Global Fire Management Hub: Linking Indigenous-led Fire Management with Public Policy
These sessions highlight the role of the Global Fire Management Hub in advancing Integrated Fire Management by connecting Indigenous fire stewardship, national policy development and implementation.

  • 10:00am – 11:00am: Session 1
    From traditional practice to global policy: Indigenous Peoples and fire stewardship (Fire Hub / FAO)
    Indigenous fire stewardship supports biodiversity, landscape health, and climate adaptation.
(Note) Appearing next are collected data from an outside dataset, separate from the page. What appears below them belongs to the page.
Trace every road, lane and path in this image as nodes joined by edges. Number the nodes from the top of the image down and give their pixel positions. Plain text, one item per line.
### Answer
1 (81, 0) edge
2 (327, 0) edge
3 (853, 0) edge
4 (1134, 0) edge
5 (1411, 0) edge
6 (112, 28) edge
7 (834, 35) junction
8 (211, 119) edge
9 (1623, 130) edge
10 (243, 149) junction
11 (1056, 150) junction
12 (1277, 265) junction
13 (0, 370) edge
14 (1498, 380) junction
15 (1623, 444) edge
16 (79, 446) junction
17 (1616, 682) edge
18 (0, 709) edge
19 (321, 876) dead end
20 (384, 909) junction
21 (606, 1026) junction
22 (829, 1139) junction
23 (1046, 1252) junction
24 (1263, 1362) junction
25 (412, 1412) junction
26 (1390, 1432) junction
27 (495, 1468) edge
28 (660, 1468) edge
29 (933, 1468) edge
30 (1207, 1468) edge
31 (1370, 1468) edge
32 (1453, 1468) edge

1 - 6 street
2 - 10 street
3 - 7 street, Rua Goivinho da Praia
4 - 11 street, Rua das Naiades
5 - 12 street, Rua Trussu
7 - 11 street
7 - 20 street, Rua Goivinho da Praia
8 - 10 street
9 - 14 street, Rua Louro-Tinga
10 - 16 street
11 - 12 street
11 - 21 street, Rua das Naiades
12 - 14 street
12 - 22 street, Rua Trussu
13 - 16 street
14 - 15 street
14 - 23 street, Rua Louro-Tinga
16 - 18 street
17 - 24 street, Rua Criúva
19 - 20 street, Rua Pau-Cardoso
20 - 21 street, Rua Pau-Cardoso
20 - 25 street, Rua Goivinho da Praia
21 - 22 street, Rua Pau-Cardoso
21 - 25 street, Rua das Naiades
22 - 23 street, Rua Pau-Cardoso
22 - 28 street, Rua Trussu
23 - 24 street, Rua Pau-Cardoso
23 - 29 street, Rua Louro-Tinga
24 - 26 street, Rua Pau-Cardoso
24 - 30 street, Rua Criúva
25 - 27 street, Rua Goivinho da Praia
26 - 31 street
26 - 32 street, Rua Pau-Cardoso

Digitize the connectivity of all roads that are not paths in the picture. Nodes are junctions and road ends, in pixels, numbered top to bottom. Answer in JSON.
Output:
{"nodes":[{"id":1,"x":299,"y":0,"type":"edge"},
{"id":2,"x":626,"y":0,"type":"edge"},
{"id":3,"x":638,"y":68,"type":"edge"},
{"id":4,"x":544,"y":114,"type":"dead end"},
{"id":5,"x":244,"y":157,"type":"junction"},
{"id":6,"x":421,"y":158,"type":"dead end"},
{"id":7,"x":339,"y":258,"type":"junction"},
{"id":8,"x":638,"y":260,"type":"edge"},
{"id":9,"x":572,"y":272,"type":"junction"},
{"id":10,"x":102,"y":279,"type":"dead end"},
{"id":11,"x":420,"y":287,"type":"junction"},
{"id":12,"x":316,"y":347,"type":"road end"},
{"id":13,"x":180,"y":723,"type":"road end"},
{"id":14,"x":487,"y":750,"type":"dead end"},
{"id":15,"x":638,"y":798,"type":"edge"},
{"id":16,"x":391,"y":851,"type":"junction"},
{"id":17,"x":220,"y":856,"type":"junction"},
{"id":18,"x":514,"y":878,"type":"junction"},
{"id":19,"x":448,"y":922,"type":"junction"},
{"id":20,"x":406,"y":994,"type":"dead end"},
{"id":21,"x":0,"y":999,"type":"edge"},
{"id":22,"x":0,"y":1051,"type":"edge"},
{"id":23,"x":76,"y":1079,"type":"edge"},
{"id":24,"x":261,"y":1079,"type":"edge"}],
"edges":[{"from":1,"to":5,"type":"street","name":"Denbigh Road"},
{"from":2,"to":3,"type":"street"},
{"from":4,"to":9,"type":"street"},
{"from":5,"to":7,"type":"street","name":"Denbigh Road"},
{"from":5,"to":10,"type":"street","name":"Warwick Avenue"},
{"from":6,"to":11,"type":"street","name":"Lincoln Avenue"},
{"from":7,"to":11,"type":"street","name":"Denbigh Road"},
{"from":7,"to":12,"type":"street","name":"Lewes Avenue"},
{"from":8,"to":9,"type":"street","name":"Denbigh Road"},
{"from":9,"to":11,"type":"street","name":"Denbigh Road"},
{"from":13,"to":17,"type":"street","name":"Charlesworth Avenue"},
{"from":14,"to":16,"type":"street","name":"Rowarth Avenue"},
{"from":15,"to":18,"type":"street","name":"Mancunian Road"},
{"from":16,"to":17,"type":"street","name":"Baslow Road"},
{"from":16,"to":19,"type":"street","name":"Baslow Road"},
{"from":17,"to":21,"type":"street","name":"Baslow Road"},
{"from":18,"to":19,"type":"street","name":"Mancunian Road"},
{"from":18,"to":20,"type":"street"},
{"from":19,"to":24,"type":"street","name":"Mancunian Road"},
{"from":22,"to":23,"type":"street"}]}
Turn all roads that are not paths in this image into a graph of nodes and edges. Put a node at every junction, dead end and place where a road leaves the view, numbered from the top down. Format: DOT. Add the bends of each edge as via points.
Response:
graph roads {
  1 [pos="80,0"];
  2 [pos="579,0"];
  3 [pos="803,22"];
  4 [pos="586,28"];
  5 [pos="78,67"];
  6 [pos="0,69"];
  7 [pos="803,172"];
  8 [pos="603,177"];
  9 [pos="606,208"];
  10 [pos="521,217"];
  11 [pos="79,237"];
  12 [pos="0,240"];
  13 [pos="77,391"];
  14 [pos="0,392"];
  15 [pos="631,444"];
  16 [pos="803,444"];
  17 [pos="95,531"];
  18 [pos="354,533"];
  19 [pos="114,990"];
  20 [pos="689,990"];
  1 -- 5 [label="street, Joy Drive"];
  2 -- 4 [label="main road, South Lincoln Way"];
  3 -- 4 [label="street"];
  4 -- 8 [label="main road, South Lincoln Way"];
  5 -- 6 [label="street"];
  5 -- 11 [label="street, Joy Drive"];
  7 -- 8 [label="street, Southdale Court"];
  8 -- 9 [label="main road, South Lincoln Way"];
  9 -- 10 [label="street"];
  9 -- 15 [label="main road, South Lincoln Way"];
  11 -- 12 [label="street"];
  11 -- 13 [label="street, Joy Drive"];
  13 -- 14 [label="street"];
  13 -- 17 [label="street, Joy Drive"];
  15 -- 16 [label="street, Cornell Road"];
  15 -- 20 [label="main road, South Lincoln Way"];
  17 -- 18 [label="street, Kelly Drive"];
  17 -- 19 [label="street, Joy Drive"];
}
The session shows how traditional fire practices shape sustainable Integrated Fire Management and identifies opportunities to embed Indigenous leadership in national and global strategies.
    Key message: Indigenous-led fire management is essential to achieving climate-resilient landscapes and must be integrated into fire governance frameworks.
  • 11:00am – 11:50am: Session 2
    Turning policy into practice: Advancing Integrated Fire Management across countries (Fire Hub / FAO)
    This session examines how countries develop and operationalize Integrated Fire Management policies. Examples from Brazil, Australia, and the Latin America Model Forest Network demonstrate that robust governance, coherent policy frameworks, and long-term capacity building are key to reducing wildfire risks.
    Key message: Integrated Fire Management succeeds when policy frameworks are coherent, evidence-based, and supported by strong national coordination.
  • Read the concept note.
12:00pm – 1:15pm

Safeguarding Primary Forests in a fiery world (IUCN)
This session presents scientific evidence on rising wildfire threats to primary forests in the Amazon, boreal regions and the Congo Basin, and discusses how drought, degradation and disease interact with fire risk. It highlights how integrated fire management, Indigenous stewardship and strong policy frameworks support the protection of these irreplaceable ecosystems.
Key message: Safeguarding primary forests requires coordinated global action that links science, traditional knowledge and robust governance to address growing wildfire risks.

1:45pm – 3:15pm

Africa’s green horizon: Scaling restoration and afforestation for economy, livelihoods, and climate resilience (IUCN, GIZ)
The session showcases Africa’s leadership in forest landscape restoration, highlighting major initiatives such as AFR100, the Green Legacy Initiative, and the Great Green Wall. It explores how restoration improves livelihoods, biodiversity, and climate resilience, and stresses the need for long-term, future-proof financing involving public, private and community actors.
Key message: Large-scale, community-driven restoration strengthens livelihoods and resilience, and requires sustained financing, strong governance, and inclusive partnerships.

CANCELLED

3:30pm – 4:30pm

Forest, data, and climate action: Delivering on the Paris goals (INPE)
This event presents advances in Brazil’s forest monitoring systems, particularly new capabilities for tracking deforestation, degradation, restoration and fire impacts. It highlights how triangular cooperation, AI-enabled analysis, and open satellite data strengthen policy implementation and support global climate and forest goals.
Key message: Transparent and advanced forest monitoring is essential to halting forest loss, enabling accountability, and delivering on the Paris Agreement.